Dating helps you learn about yourself as much as the ones you date. Don't beat yourself up over this, perhaps she wasn't ready to leave her ex yet. She may have some things to work out. There's also the possibility that sometime down the road she'll decide that going back to him wasn't the right thing. But I wouldn't necessarily hold out for this option if I were you.
And don't change to something you're not. Nobody likes a fake.
pescifish
08-04-2006, 08:53 PM
:hug:
I'm sorry it didn't work out, Johnny Pneumatic, but I'm really glad you were able to have the fun you did. It's good that you know more what you will want in a relationship and I believe there will plenty more to come.
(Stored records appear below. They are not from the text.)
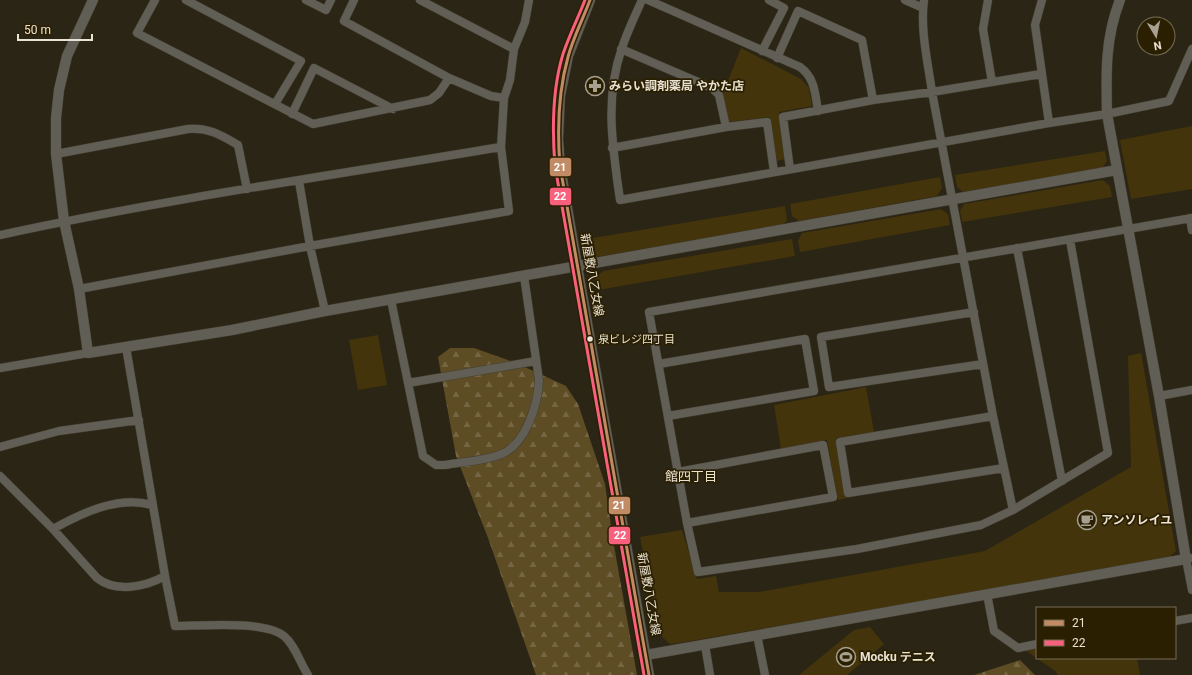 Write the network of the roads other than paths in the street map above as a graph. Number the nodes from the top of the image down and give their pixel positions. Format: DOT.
graph roads {
  1 [pos="93,0"];
  2 [pos="155,0"];
  3 [pos="186,0"];
  4 [pos="306,0"];
  5 [pos="331,0"];
  6 [pos="354,0"];
  7 [pos="420,0"];
  8 [pos="529,0"];
  9 [pos="590,0"];
  10 [pos="642,0"];
  11 [pos="648,0"];
  12 [pos="769,0"];
  13 [pos="905,0"];
  14 [pos="988,0"];
  15 [pos="1042,0"];
  16 [pos="1120,0"];
  17 [pos="924,4"];
  18 [pos="514,49"];
  19 [pos="621,49"];
  20 [pos="1192,49"];
  21 [pos="762,51"];
  22 [pos="777,58"];
  23 [pos="1041,74"];
  24 [pos="449,78"];
  25 [pos="992,82"];
  26 [pos="932,92"];
  27 [pos="504,98"];
  28 [pos="873,100"];
  29 [pos="275,104"];
  30 [pos="393,109"];
  31 [pos="818,111"];
  32 [pos="292,114"];
  33 [pos="1108,114"];
  34 [pos="1049,123"];
  35 [pos="726,127"];
  36 [pos="942,143"];
  37 [pos="501,147"];
  38 [pos="612,148"];
  39 [pos="56,154"];
  40 [pos="790,169"];
  41 [pos="1118,170"];
  42 [pos="774,172"];
  43 [pos="299,181"];
  44 [pos="247,189"];
  45 [pos="951,198"];
  46 [pos="1191,218"];
  47 [pos="64,221"];
  48 [pos="1129,229"];
  49 [pos="1192,230"];
  50 [pos="0,235"];
  51 [pos="1070,240"];
  52 [pos="310,246"];
  53 [pos="1017,248"];
  54 [pos="964,258"];
  55 [pos="577,266"];
  56 [pos="524,276"];
  57 [pos="79,289"];
  58 [pos="391,300"];
  59 [pos="325,311"];
  60 [pos="974,312"];
  61 [pos="126,347"];
  62 [pos="88,353"];
  63 [pos="536,361"];
  64 [pos="659,364"];
  65 [pos="983,364"];
  66 [pos="0,368"];
  67 [pos="408,383"];
  68 [pos="1192,390"];
  69 [pos="1159,396"];
  70 [pos="668,416"];
  71 [pos="993,416"];
  72 [pos="139,420"];
  73 [pos="0,447"];
  74 [pos="1004,468"];
  75 [pos="678,472"];
  76 [pos="0,476"];
  77 [pos="1062,481"];
  78 [pos="152,505"];
  79 [pos="1013,510"];
  80 [pos="688,523"];
  81 [pos="53,529"];
  82 [pos="1189,558"];
  83 [pos="165,576"];
  84 [pos="1192,590"];
  85 [pos="987,594"];
  86 [pos="1192,618"];
  87 [pos="1176,621"];
  88 [pos="758,635"];
  89 [pos="1036,644"];
  90 [pos="705,645"];
  91 [pos="646,655"];
  92 [pos="308,675"];
  93 [pos="649,675"];
  94 [pos="710,675"];
  95 [pos="764,675"];
  1 -- 39 [label="street"];
  2 -- 29 [label="street"];
  3 -- 29 [label="street"];
  4 -- 5 [label="street"];
  6 -- 24 [label="street"];
  7 -- 18 [label="street"];
  8 -- 18 [label="street"];
  9 -- 55 [label="street, 新屋敷八乙女線"];
  10 -- 19 [label="street"];
  11 -- 21 [label="street"];
  12 -- 21 [label="street"];
  13 -- 17 [label="street"];
  14 -- 25 [label="street"];
  15 -- 23 [label="street"];
  16 -- 33 [label="street"];
  17 -- 26 [label="street"];
  18 -- 27 [label="street"];
  19 -- 35 [label="street"];
  19 -- 38 [label="street"];
  20 -- 33 [label="street"];
  21 -- 22 [label="street"];
  22 -- 28 [label="street"];
  22 -- 31 [label="street"];
  23 -- 25 [label="street"];
  23 -- 34 [label="street"];
  24 -- 27 [label="street"];
  24 -- 30 [label="street"];
  25 -- 26 [label="street"];
  26 -- 28 [label="street"];
  26 -- 36 [label="street"];
  27 -- 37 [label="street"];
  28 -- 31 [label="street"];
  29 -- 32 [label="street"];
  30 -- 32 [label="street"];
  30 -- 32 [label="street"];
  31 -- 40 [label="street"];
  33 -- 34 [label="street"];
  33 -- 41 [label="street"];
  34 -- 36 [label="street"];
  35 -- 38 [label="street"];
  35 -- 42 [label="street"];
  36 -- 40 [label="street"];
  36 -- 45 [label="street"];
  37 -- 43 [label="street"];
  37 -- 52 [label="street"];
  38 -- 42 [label="street"];
  39 -- 44 [label="street"];
  39 -- 47 [label="street"];
  40 -- 42 [label="street"];
  41 -- 45 [label="street"];
  41 -- 48 [label="street"];
  43 -- 44 [label="street"];
  43 -- 52 [label="street"];
  44 -- 47 [label="street"];
  45 -- 54 [label="street"];
  45 -- 55 [label="street"];
  46 -- 48 [label="street"];
  46 -- 49 [label="street"];
  47 -- 50 [label="street"];
  47 -- 57 [label="street"];
  48 -- 51 [label="street"];
  48 -- 69 [label="street"];
  51 -- 53 [label="street"];
  51 -- 77 [label="street"];
  52 -- 57 [label="street"];
  52 -- 59 [label="street"];
  53 -- 54 [label="street"];
  53 -- 77 [label="street"];
  54 -- 60 [label="street"];
  54 -- 64 [label="street"];
  55 -- 56 [label="street"];
  55 -- 91 [label="street, 新屋敷八乙女線"];
  56 -- 58 [label="street"];
  56 -- 63 [label="street"];
  57 -- 62 [label="street"];
  58 -- 59 [label="street"];
  58 -- 67 [label="street"];
  59 -- 61 [label="street"];
  60 -- 65 [label="street"];
  60 -- 65 [label="street"];
  61 -- 62 [label="street"];
  61 -- 72 [label="street"];
  62 -- 66 [label="street"];
  63 -- 67 [label="street"];
  63 -- 67 [label="street"];
  64 -- 70 [label="street"];
  64 -- 70 [label="street"];
  65 -- 71 [label="street"];
  68 -- 69 [label="street"];
  69 -- 82 [label="street"];
  70 -- 75 [label="street"];
  71 -- 74 [label="street"];
  71 -- 74 [label="street"];
  72 -- 73 [label="street"];
  72 -- 78 [label="street"];
  74 -- 79 [label="street"];
  75 -- 80 [label="street"];
  75 -- 80 [label="street"];
  76 -- 81 [label="street"];
  77 -- 79 [label="street"];
  78 -- 81 [label="street"];
  78 -- 83 [label="street"];
  79 -- 80 [label="street"];
  81 -- 83 [label="street"];
  82 -- 84 [label="street"];
  82 -- 85 [label="street"];
  83 -- 92 [label="street"];
  85 -- 88 [label="street"];
  85 -- 89 [label="street"];
  86 -- 87 [label="street"];
  88 -- 90 [label="street"];
  88 -- 95 [label="street"];
  90 -- 91 [label="street"];
  90 -- 94 [label="street"];
  91 -- 93 [label="street, 新屋敷八乙女線"];
}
Maybe when schools starts up again...
Johnny Pneumatic
08-06-2006, 08:12 AM
:hug:
I'm sorry it didn't work out, Johnny Pneumatic, but I'm really glad you were able to have the fun you did. It's good that you know more what you will want in a relationship and I believe there will plenty more to come. Maybe when schools starts up again...
Yeah, plus I got a new friend out of it, can be glad about that with how vanishingly rare my friends are.
And being told I'm gorgeous, even after we've broken up, makes me feel pretty good. Wow, when did I become so shallow?
ceptimus
08-06-2006, 10:25 AM
When breaking relationships off with former friends I find it feels better to be the one doing it, than them me. Doesn't make me a winner, but feeling goodish instead of like tossed away garbage feels better.
Have you actually ever done this? In my experience, both methods suck, though in different ways.
Johnny Pneumatic
08-06-2006, 06:39 PM
Have you actually ever done this? In my experience, both methods suck, though in different ways.
Yes.
If your former friend mistreated you it might not feel like it sucks so much, save for actually loosing the friend, but when they mistreated you that's already happened anyway. I'd rather not go into what happened all those years ago with this, so please nobody out there ask me, you won't get a reply.
Johnny Pneumatic
08-09-2006, 10:42 AM
Maybe when schools starts up again...
Ha, you are wrong - I've four interested in me already! Didn't take long at all.